Real Arroyo Seco
- Full name: Club Social y Deportivo Real Arroyo Seco
- Nickname(s): Real
- Founded: January 6, 2004
- Dissolved: 2010
- Ground: Estadio Real Arroyo Seco, Santa Fe Santa Fe, Argentina
- Capacity: 20,000
- League: Torneo Argentino A
- 2008–09: 1st stage 8th place (zone 2) Relegated to Argentino B
| Home colours | Away colours |

= Real Arroyo Seco =

Argentine football club

Real Arroyo Seco (2004–10) was a football club from Arroyo Seco in Santa Fe, Argentina that played in Torneo Argentino B, the regionalised fourth tier of the Argentine Football Association league system.
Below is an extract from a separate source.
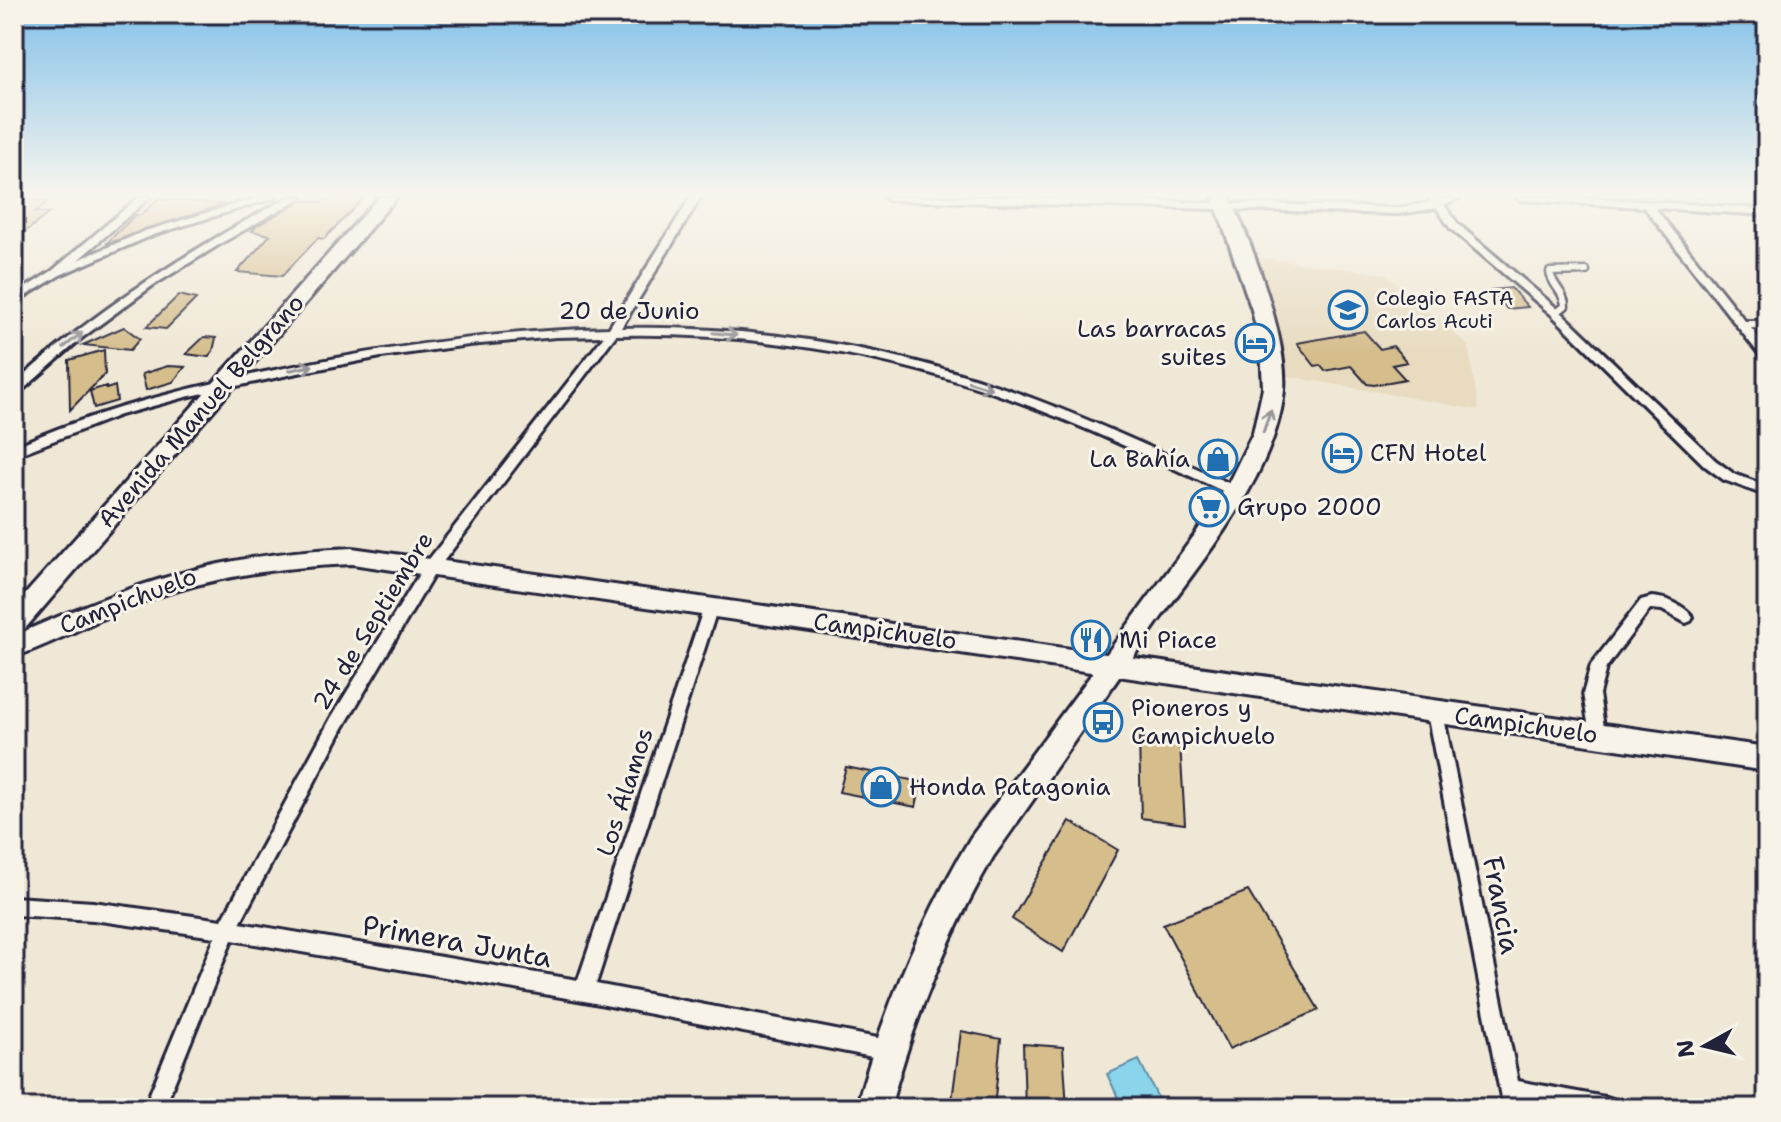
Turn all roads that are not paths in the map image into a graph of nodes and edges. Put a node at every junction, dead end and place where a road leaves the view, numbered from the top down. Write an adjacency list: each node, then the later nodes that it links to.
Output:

The club was founded in 2004, making them one of the youngest football teams in Argentina. They were promoted from Torneo Argentino B at the end of the 2005–06 season after beating Club Atlético Candelaria 4–2 on aggregate in a promotion/relegation playoff. At the end of the 2008–09 season the club were automatically relegated back to Argentino B. At the end of the 2009-2010 season, after being relegated for the second consecutive season, the club was dissolved.

The club won five titles during its tenure: Liga Regional del Sud in 2004, 2005, 2006 and 2007 and Torneo del Interior in 2005.